Holding It In
Published: November 11, 2009 | | Submit An Inquiry


Dear Chivalry,

     I grew up in a conservative, Evangelical Christian household.  I'm grownup, out of the house, and not a Christian anymore.

     My parents and I have danced around the topics of beliefs and sin for years, and my policy has generally been: what they don't know can't hurt them.  They would be heartbroken to learn that I've had sex and I'm not going to marry a Christian and probably won't even get married in the traditional sense.  This information won't just make them sad, it will eat at them for the rest of their lives, as they mourn their daughter and agonize over her salvation.  That's the part I can't control.  

     My honesty will create a very real chasm between us, but my dishonesty doesn't help anything, either.  I want to be completely open with them about my relationships and lifestyle.  I can foresee a day when I'm with somebody who means the world to me and I'll want my parents to know.

     How can I begin to share myself with my folks in a way that is non-threatening and encourages them to be part of my life, while making it clear that I am committed to my choices?  How do I prepare them for whatever my love life may turn out to be?

Sincerely,

Living In Sin

Dear Living In Sin,

     Such a difficult situation.  I understand your concern here, you're right, disagreements like this can tear families apart.  I commend you for not wanting to take the easy way out and continuing to avoid or waiting until you do find someone and you'll be forced to explain yourself to them.  It's not the kind of thing that simply ignoring can make go away, and it must be very hard on you to hold all this in.
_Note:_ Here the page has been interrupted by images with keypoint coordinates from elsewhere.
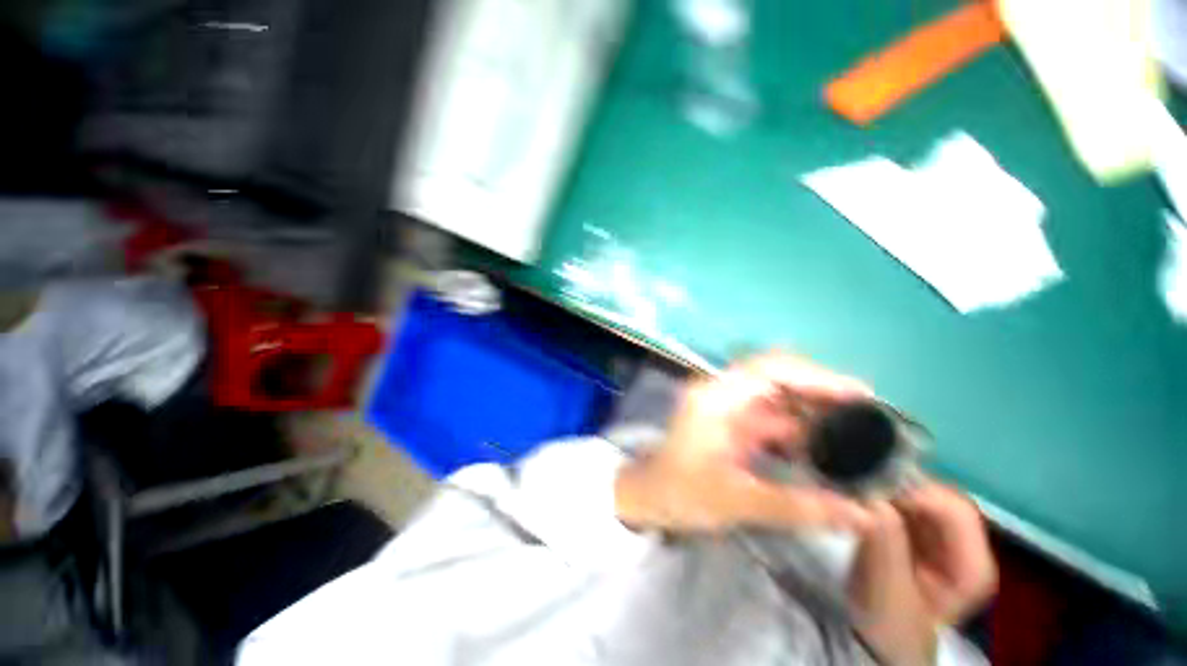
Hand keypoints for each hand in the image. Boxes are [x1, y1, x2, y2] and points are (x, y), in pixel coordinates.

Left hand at [614, 351, 874, 531]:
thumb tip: (865, 514)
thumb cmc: (680, 492)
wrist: (648, 496)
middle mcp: (723, 394)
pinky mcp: (732, 423)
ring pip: (778, 399)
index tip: (859, 393)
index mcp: (716, 398)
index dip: (815, 375)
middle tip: (867, 414)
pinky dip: (800, 430)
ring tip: (858, 432)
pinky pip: (772, 418)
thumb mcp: (738, 501)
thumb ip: (799, 506)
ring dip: (814, 412)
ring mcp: (727, 407)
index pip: (769, 370)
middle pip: (777, 378)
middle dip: (821, 392)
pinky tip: (826, 449)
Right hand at [849, 484, 996, 665]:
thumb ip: (884, 542)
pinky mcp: (917, 531)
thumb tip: (869, 496)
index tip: (871, 486)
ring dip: (886, 488)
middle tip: (858, 485)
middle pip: (936, 496)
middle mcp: (965, 545)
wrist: (878, 638)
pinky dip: (881, 495)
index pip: (955, 509)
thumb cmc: (888, 622)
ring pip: (917, 494)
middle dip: (897, 487)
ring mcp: (941, 537)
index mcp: (973, 565)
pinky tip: (860, 498)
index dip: (916, 492)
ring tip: (855, 491)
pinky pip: (901, 500)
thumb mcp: (885, 588)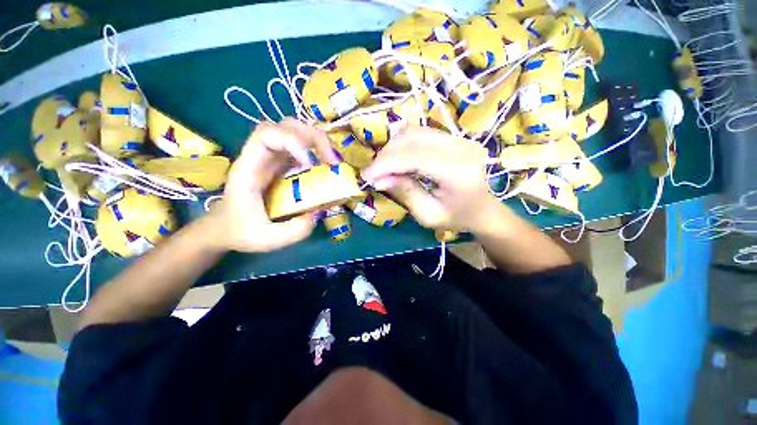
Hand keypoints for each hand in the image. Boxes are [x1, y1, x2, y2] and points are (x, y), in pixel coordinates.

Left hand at [205, 118, 339, 252]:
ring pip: (294, 131)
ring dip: (317, 140)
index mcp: (248, 169)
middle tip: (333, 161)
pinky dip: (317, 150)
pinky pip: (301, 146)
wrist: (224, 228)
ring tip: (332, 160)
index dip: (292, 142)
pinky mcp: (282, 164)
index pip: (266, 135)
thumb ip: (296, 230)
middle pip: (285, 126)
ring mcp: (272, 158)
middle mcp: (260, 157)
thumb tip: (321, 211)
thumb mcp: (268, 239)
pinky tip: (325, 165)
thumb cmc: (240, 231)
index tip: (311, 165)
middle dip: (313, 137)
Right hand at [361, 127, 507, 233]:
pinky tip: (397, 159)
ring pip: (414, 132)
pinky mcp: (453, 137)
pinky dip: (403, 144)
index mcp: (457, 172)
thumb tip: (378, 178)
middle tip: (373, 173)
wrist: (483, 209)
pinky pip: (421, 133)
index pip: (414, 156)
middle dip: (386, 154)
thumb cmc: (457, 218)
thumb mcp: (428, 215)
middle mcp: (460, 148)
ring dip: (393, 147)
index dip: (385, 163)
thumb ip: (405, 193)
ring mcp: (458, 139)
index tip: (365, 175)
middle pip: (412, 138)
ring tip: (384, 167)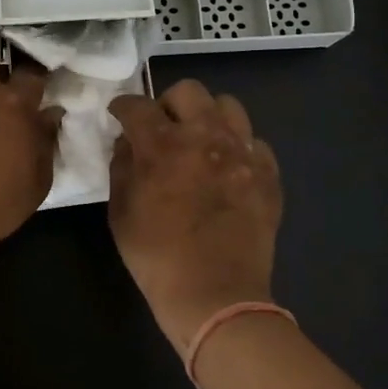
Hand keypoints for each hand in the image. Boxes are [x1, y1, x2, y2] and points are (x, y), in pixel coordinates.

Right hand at [107, 80, 281, 355]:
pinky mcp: (268, 174)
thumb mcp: (120, 213)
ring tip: (201, 143)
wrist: (216, 297)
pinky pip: (255, 142)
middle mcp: (205, 137)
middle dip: (169, 104)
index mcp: (163, 145)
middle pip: (188, 91)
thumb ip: (122, 167)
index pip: (137, 105)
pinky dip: (239, 148)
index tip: (120, 116)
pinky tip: (229, 169)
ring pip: (228, 106)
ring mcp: (242, 153)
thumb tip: (128, 143)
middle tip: (163, 129)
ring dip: (208, 118)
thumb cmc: (157, 258)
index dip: (123, 107)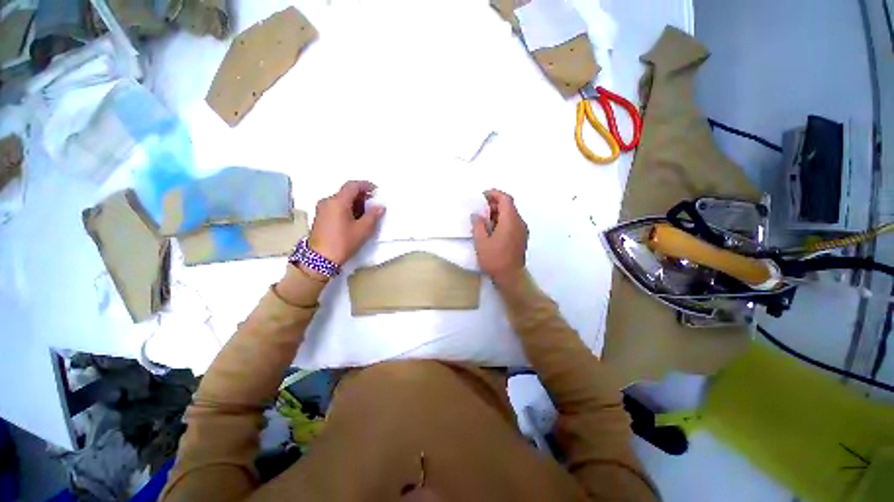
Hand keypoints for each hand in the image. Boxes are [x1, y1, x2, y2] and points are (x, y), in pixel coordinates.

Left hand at [309, 180, 384, 264]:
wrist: (320, 259)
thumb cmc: (343, 242)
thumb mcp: (362, 230)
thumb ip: (373, 216)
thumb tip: (380, 207)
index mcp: (338, 201)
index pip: (352, 185)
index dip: (366, 185)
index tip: (376, 190)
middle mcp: (327, 201)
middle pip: (346, 192)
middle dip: (361, 195)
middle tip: (373, 204)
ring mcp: (322, 209)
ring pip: (341, 199)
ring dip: (354, 203)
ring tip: (366, 214)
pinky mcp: (320, 217)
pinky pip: (335, 206)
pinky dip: (347, 208)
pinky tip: (354, 219)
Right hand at [471, 189, 527, 283]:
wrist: (510, 277)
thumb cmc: (494, 259)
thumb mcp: (481, 241)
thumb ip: (478, 225)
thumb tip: (477, 215)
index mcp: (510, 220)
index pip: (505, 199)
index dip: (494, 194)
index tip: (482, 196)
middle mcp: (519, 222)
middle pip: (509, 206)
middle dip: (495, 204)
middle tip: (481, 210)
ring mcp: (522, 231)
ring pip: (511, 215)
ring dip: (499, 213)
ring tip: (485, 220)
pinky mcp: (522, 238)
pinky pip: (513, 223)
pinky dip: (503, 221)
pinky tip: (493, 230)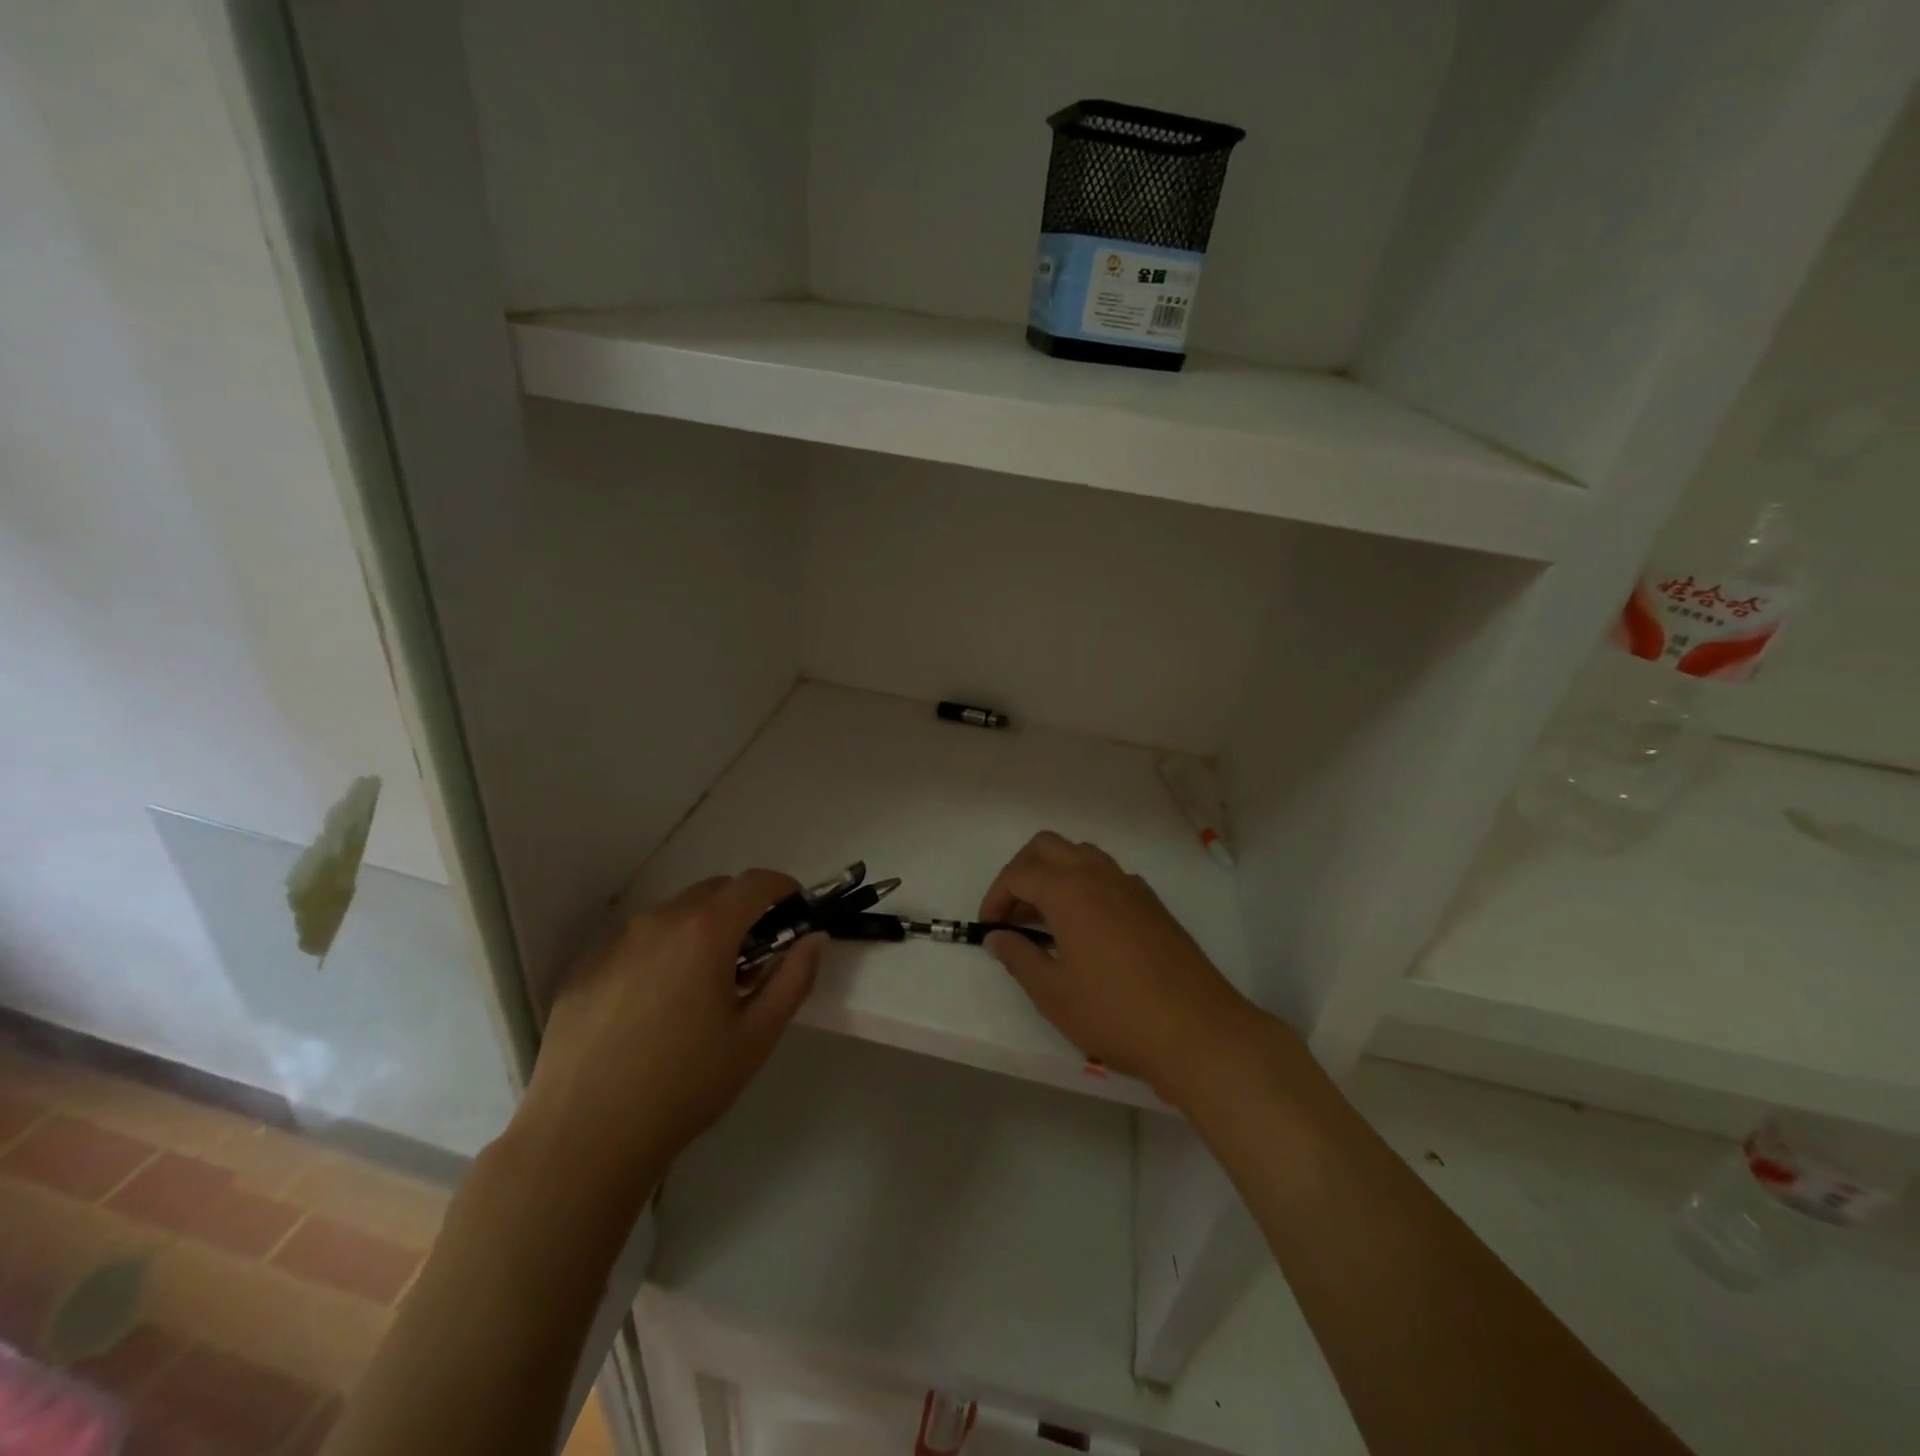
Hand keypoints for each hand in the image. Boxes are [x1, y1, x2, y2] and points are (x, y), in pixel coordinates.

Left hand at [518, 870, 821, 1200]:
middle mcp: (657, 922)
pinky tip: (652, 1008)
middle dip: (742, 910)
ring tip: (699, 988)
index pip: (755, 882)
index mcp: (704, 932)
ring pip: (672, 915)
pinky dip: (658, 954)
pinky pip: (634, 943)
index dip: (783, 888)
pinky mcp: (583, 969)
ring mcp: (614, 943)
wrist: (583, 1139)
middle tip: (752, 958)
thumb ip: (794, 978)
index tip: (795, 912)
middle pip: (713, 891)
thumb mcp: (756, 1036)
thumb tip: (814, 939)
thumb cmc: (684, 1087)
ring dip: (699, 931)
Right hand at [979, 832, 1268, 1103]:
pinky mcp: (1152, 904)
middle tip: (1011, 913)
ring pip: (1081, 855)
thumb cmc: (1116, 1014)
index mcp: (1069, 891)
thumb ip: (1019, 958)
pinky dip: (1086, 885)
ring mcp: (1130, 886)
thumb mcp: (1054, 994)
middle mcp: (1099, 876)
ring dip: (1055, 874)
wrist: (1198, 1031)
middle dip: (1021, 871)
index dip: (995, 897)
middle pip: (1047, 847)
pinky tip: (1086, 929)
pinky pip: (1108, 875)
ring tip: (1045, 919)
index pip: (1019, 874)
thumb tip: (997, 937)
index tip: (988, 929)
     First off, it may be best for you to take it slow.  I wouldn't suggest a full on assault of all your conflicting beliefs at once, but rather move one step at a time.  You'll have to decide how best to approach this.  But perhaps the next time marriage or religion comes up, instead of dancing around the topic like you mentioned, you could use it as an opening to assert some of your thoughts in a calm and casual manner.  I'm not sure how often this happens, or if you have tried this before, but however far you've taken it in the past, try to take it at least one step further.  It should become easier with time, and each discussion that you share just one thought you may have held in before will start to add up.  Even the most monumental of differences can erode away with the accumulation of small efforts.  The hardest part will be starting.  But the sooner you create the unavoidable chasm you described, the sooner you can start working to repair it through honest and mature discourse. 

     No matter what, remember certain things will remain even after you've shared these things with your parents.  You will always be their daughter and I'm sure they will continue to care for you in the same way they have before.  Hopefully they will at least try to understand where you're coming from.

     I sincerely hope you're able to work things out.